Hurricane Helene will reach the UK next week, threatening heavy downpours and soaring temperatures for much of the country.
The hot weather will return as the hurricane, which will be downgraded to a storm by the time it reaches Britain, makes its way through the western parts of the UK on Monday.
BBC Weather forecaster Sarah Keith-Lucas warned strong winds and heavy showers will also be a consequence of the Atlantic hurricane.
She said: “Things get a little bit interesting into the new working weeks.
“This system approaching from the south-west is an ex-hurricane Helene, which is approaching western parts of the UK.
“It may well draw in these strong southerly winds particularly ahead of that storm.
“It also brings some pretty heavy rainfall to northern and western parts of the UK.
“As we see those strong southerly winds starting to build we’ll also have warm air piling in from the south.
“So heading through into Tuesday, those winds really picking up.
“But all the temperatures rise too. It could be the mid 20Cs in the south.”
The Met Office issued two “yellow” alerts on Friday as the storm began creeping towards south-western corners of the UK and the tip of Ireland.
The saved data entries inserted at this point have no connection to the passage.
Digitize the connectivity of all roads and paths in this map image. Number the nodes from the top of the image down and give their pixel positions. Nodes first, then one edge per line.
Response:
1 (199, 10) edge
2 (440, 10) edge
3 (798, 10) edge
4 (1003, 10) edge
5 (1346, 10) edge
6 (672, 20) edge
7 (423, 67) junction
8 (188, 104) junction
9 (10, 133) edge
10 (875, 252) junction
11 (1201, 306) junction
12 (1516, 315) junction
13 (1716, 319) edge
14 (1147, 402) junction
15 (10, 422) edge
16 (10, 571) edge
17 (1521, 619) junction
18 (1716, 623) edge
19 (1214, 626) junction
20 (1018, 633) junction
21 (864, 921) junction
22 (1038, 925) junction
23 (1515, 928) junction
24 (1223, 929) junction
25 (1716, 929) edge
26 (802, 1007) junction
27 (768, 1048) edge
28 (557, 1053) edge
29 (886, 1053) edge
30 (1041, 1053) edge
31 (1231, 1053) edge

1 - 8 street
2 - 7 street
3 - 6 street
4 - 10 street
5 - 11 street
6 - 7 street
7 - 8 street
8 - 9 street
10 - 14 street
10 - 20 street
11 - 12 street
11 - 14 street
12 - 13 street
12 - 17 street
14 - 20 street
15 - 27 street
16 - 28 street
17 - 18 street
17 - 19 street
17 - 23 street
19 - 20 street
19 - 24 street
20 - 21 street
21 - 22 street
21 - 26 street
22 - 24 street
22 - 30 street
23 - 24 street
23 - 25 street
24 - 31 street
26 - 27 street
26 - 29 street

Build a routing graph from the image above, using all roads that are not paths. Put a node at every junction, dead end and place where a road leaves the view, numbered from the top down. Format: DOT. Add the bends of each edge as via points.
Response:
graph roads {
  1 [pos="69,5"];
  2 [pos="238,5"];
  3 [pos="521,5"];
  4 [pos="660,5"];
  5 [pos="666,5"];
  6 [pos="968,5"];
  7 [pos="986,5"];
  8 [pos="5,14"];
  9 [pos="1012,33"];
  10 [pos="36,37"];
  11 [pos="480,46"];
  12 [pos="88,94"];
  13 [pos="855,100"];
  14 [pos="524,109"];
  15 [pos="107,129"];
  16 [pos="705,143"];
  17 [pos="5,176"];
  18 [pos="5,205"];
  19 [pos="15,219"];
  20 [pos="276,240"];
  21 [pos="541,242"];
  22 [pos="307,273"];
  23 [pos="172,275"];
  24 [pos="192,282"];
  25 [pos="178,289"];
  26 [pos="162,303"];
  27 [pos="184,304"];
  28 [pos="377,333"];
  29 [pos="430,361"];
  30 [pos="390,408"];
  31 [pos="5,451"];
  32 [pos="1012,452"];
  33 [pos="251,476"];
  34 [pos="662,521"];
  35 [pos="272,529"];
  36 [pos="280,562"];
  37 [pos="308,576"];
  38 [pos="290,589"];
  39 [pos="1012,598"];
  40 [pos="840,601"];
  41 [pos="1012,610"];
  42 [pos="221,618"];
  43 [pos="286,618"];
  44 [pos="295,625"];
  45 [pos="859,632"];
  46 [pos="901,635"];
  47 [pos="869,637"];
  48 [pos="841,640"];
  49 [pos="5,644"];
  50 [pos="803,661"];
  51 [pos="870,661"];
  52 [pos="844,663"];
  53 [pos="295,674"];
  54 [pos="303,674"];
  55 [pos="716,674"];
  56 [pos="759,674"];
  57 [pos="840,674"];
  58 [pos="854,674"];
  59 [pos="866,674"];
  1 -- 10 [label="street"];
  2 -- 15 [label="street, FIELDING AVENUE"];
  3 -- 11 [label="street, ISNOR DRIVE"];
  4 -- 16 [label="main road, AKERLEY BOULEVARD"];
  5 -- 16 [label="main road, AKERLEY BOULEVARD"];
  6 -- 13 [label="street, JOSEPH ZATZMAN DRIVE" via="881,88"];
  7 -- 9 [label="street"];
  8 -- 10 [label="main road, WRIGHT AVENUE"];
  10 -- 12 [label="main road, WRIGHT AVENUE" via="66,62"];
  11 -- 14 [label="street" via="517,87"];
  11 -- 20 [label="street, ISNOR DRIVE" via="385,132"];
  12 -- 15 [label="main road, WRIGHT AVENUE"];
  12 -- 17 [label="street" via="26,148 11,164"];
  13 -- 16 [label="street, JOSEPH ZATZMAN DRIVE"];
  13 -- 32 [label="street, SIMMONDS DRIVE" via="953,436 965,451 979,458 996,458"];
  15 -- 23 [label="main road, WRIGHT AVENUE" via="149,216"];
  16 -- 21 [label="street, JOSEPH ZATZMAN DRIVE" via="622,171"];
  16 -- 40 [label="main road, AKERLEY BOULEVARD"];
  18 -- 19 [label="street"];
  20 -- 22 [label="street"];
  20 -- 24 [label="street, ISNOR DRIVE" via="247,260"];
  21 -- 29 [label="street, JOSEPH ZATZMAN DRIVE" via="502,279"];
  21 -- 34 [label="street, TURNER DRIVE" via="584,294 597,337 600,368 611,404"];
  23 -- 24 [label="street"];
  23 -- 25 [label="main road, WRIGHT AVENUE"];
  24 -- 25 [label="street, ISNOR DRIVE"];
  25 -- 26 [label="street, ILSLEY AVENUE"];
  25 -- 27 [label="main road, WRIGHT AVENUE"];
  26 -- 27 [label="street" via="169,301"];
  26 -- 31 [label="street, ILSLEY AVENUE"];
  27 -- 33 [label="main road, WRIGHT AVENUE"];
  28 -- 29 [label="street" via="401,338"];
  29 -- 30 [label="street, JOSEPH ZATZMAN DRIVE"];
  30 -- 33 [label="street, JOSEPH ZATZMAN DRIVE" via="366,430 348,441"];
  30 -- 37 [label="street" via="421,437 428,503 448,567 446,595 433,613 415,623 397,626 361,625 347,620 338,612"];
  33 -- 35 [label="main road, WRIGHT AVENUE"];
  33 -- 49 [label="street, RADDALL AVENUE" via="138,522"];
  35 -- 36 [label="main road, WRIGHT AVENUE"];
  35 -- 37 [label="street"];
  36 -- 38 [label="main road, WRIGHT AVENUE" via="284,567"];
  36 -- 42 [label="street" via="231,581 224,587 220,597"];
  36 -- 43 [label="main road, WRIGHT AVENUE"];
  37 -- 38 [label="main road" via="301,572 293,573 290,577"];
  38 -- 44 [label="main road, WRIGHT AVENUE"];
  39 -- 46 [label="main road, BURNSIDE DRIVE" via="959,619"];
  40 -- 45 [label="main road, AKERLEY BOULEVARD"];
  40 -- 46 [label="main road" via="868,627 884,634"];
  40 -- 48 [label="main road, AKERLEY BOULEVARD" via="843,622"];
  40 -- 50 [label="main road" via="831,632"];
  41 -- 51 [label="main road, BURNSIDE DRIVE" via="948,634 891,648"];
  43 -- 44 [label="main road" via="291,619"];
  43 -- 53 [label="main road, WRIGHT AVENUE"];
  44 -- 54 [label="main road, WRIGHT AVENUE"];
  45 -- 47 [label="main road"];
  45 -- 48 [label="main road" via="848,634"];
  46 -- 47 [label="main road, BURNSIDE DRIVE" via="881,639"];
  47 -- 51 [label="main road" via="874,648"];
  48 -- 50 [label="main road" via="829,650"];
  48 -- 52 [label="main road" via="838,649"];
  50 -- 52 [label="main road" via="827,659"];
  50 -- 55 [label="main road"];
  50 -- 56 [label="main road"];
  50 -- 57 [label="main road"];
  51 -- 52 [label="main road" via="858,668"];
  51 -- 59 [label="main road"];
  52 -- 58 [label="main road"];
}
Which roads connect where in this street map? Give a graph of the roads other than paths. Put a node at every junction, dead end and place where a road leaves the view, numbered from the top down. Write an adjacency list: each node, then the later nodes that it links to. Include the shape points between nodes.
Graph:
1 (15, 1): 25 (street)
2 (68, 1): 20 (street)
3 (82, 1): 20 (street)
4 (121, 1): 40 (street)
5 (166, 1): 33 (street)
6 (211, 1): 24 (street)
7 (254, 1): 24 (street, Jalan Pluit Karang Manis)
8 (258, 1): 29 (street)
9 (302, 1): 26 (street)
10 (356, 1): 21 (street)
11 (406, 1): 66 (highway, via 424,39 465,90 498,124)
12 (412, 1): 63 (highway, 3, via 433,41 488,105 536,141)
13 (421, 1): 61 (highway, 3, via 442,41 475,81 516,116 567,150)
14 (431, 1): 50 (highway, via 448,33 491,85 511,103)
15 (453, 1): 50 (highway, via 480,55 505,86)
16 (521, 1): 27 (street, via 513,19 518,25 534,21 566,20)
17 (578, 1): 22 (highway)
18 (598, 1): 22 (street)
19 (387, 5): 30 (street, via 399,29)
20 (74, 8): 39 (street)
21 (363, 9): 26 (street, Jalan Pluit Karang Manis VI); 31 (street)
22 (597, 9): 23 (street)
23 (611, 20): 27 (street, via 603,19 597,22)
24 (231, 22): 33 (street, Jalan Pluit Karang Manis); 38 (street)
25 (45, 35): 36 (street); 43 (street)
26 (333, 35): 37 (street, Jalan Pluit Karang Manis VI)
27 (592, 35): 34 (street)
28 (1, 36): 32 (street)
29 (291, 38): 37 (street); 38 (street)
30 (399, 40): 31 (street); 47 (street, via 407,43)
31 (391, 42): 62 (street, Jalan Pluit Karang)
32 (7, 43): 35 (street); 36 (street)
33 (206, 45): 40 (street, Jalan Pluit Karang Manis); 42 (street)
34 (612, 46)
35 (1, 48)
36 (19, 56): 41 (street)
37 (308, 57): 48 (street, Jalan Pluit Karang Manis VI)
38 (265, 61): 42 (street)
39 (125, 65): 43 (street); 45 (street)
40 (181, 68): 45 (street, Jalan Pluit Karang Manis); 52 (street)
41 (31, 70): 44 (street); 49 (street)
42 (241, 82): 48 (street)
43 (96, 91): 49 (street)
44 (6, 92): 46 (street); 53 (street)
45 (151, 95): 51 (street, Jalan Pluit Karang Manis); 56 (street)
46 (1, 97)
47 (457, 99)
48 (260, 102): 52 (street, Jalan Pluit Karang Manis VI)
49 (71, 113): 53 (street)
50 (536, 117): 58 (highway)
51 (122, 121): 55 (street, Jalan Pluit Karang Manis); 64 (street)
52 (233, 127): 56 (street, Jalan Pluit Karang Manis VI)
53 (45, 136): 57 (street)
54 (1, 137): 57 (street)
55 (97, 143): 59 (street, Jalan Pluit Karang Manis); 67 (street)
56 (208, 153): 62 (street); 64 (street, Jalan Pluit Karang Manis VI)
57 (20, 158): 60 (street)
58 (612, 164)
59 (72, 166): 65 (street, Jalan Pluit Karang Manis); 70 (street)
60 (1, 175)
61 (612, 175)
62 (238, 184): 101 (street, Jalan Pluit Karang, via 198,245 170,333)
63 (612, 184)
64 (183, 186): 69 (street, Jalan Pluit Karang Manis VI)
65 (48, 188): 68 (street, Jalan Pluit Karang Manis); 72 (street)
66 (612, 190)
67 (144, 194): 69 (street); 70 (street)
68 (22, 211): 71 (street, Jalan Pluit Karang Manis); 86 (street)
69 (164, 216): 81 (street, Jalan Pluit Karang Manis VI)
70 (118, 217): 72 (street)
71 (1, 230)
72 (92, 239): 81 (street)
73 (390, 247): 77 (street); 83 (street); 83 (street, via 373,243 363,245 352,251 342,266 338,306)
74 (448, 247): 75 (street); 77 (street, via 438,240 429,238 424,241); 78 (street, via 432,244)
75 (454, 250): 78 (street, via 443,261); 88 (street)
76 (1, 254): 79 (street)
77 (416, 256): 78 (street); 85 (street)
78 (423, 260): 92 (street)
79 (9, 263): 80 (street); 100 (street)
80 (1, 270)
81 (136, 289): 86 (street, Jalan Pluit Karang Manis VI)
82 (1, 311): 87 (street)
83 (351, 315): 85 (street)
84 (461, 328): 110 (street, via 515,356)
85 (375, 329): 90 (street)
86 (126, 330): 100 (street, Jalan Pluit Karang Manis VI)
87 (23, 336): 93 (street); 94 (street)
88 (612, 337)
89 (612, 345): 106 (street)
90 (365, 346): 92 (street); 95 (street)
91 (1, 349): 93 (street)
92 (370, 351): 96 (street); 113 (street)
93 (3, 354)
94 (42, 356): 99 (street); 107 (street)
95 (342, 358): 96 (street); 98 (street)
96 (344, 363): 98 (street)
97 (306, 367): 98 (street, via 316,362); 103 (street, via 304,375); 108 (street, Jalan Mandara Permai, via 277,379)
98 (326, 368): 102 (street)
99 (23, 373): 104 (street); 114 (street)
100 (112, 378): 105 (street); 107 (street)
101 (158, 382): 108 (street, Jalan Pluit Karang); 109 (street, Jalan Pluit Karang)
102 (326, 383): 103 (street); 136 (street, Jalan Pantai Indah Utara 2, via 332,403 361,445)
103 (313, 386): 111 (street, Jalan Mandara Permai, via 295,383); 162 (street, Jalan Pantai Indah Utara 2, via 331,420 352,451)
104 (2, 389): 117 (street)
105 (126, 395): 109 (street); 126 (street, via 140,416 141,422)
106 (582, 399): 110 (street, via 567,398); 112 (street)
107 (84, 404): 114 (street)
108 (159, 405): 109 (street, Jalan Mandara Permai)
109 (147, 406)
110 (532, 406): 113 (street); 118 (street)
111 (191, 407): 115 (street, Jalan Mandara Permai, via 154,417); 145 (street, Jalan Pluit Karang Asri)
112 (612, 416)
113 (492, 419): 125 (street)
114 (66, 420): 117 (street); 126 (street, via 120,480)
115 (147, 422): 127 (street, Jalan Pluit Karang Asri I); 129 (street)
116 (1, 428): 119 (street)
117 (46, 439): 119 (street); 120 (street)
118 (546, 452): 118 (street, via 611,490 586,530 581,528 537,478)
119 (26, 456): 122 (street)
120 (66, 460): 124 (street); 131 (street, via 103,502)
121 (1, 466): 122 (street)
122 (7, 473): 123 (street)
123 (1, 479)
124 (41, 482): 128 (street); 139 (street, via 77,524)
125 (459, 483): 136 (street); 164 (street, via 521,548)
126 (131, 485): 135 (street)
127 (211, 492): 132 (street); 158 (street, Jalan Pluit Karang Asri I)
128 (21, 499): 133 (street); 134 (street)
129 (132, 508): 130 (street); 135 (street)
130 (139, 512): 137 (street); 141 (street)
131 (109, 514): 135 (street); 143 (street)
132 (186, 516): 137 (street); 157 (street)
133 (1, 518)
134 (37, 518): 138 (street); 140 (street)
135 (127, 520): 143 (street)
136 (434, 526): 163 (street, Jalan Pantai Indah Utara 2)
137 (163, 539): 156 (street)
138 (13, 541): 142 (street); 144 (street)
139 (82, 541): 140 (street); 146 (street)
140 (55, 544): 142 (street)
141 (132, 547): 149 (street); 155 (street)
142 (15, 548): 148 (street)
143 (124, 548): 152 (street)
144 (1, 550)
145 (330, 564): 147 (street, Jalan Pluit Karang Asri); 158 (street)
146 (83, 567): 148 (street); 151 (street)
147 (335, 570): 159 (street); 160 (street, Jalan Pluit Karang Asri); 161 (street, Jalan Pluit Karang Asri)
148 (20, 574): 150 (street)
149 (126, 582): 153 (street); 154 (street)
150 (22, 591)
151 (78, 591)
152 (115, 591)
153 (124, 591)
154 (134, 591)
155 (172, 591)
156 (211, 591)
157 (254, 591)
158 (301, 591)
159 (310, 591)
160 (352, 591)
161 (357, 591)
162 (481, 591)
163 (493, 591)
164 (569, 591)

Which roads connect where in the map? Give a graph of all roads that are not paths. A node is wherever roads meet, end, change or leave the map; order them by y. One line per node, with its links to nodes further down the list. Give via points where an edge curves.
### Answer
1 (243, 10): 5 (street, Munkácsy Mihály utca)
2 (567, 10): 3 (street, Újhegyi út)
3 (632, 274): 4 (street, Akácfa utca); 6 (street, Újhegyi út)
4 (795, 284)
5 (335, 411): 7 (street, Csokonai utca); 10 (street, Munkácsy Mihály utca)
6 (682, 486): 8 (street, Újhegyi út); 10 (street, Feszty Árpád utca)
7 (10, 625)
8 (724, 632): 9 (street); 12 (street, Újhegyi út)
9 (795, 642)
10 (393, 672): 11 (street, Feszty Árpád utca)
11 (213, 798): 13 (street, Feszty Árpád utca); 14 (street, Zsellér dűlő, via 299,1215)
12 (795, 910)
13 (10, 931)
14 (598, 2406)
Its warning, in force between 6pm on Monday and midday on Tuesday, said “very strong winds” could pose the risk of “injuries and danger to life” because of flying debris.
Large waves lashing coastal regions also have the potential to harm by propelling “beach material” onto seafronts, the warning said.
Bridges, airports and ferry services in the affected areas face closure if winds grow too violent, while roads and rail routes might also be cut off.
Ireland is expected to endure the worst of the storm, while Wales and the Cornish peninsula will bear its brunt in England.
The storm is likely to die out by Wednesday, the forecaster said.